The respondents – Anannya Agro Products and Avishkar Agro Chem – began marketing an identical formulation under the same mark “GERMINATOR” with an almost identical bottle trade dress. A customer alert in February 2025 triggered the discovery. The respondents also planned to launch a product under the appellant’s registered mark “HARMONY”. Investigation revealed systematic imitation aimed at riding upon the appellant’s established goodwill. The appellant’s evidence included audited sales turnover from 2010-11 to 2023-24, awards to founder Dr. Vinayak Bawaskar, invoices dating back to 1997, promotional materials, newspaper articles, and e-commerce listings – all demonstrating decades of uninterrupted reputation.
Procedural Background:The appellant instituted Commercial Suit No.9 of 2025 before the District Judge-2, Pune, seeking reliefs for trademark infringement, passing off, and copyright infringement in the artistic label.

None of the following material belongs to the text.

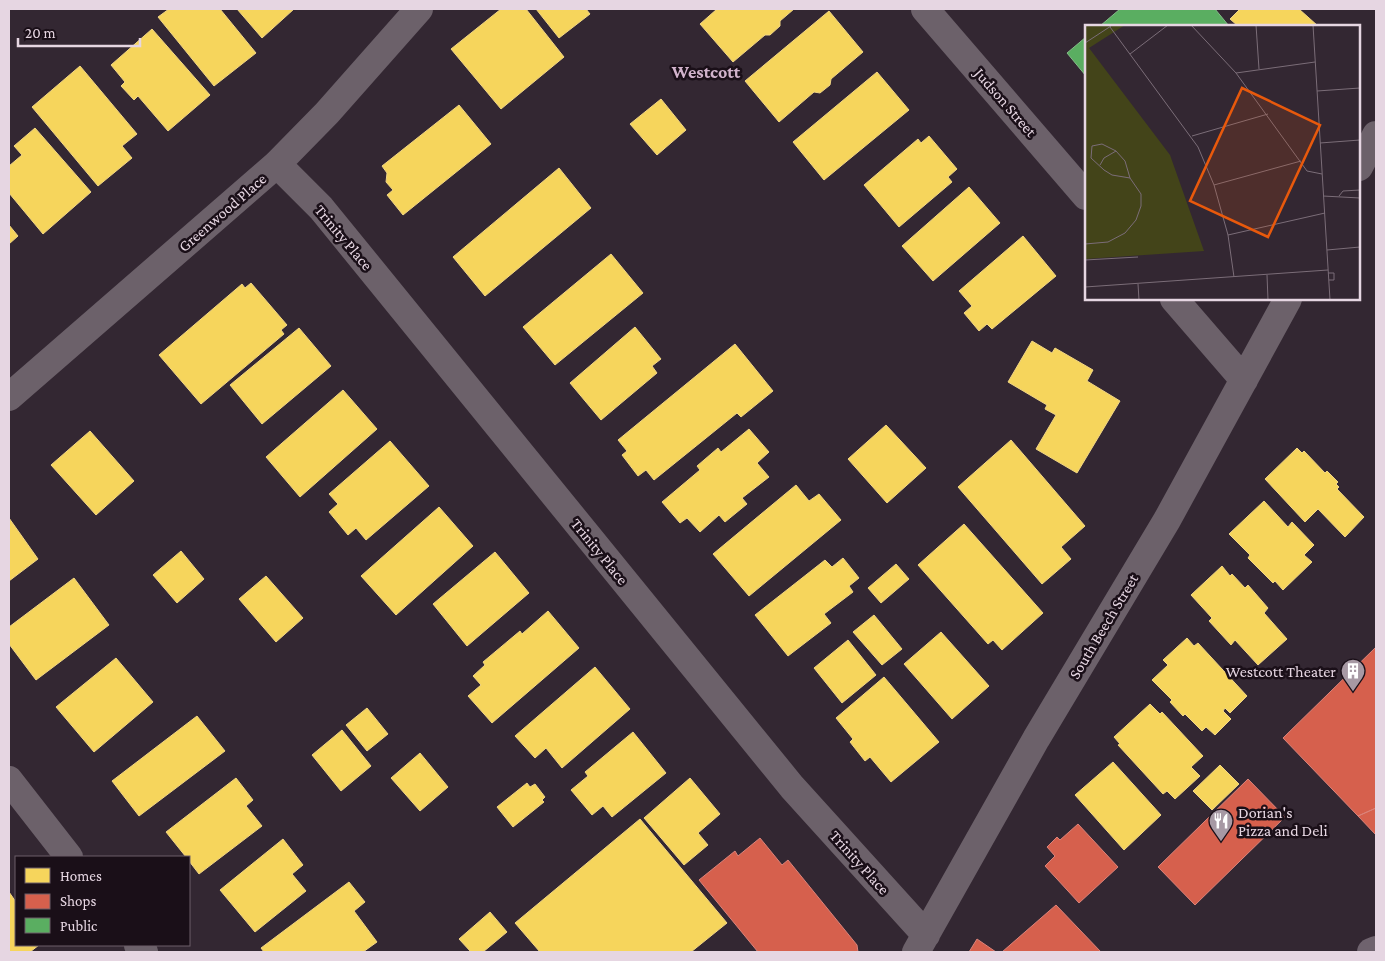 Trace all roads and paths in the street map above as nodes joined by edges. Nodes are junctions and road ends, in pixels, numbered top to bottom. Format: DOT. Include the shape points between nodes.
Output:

An interim application under Order 39 Rules 1 and 2 CPC was filed. On 2 April 2025 the trial court granted ex-parte ad-interim injunction and allowed joinder of causes of action. The respondents continued sales, prompting a contempt application under Order 39 Rule 2A CPC and, conversely, their application under Order 39 Rule 4 CPC for vacation of injunction. On 2 July 2025 the respondents undertook to change trade dress for “GERMINATOR” and not launch “HARMONY”; they tendered a revised label photograph.
The trial court, by impugned order dated 4 October 2025 rejected the injunction prayer, holding “GERMINATOR” to be generic and, alternatively, descriptive without secondary meaning. The order was kept in abeyance till 4 November 2025. The appellant approached the High Court in Commercial Appeal From Order No.28 of 2025 with Interim Application No.12806 of 2025. The High Court stayed the impugned order on 4 November 2025. Affidavits, rejoinders, and voluminous written submissions were exchanged. The appeal was reserved on 6 February 2026 and pronounced on 16 March 2026.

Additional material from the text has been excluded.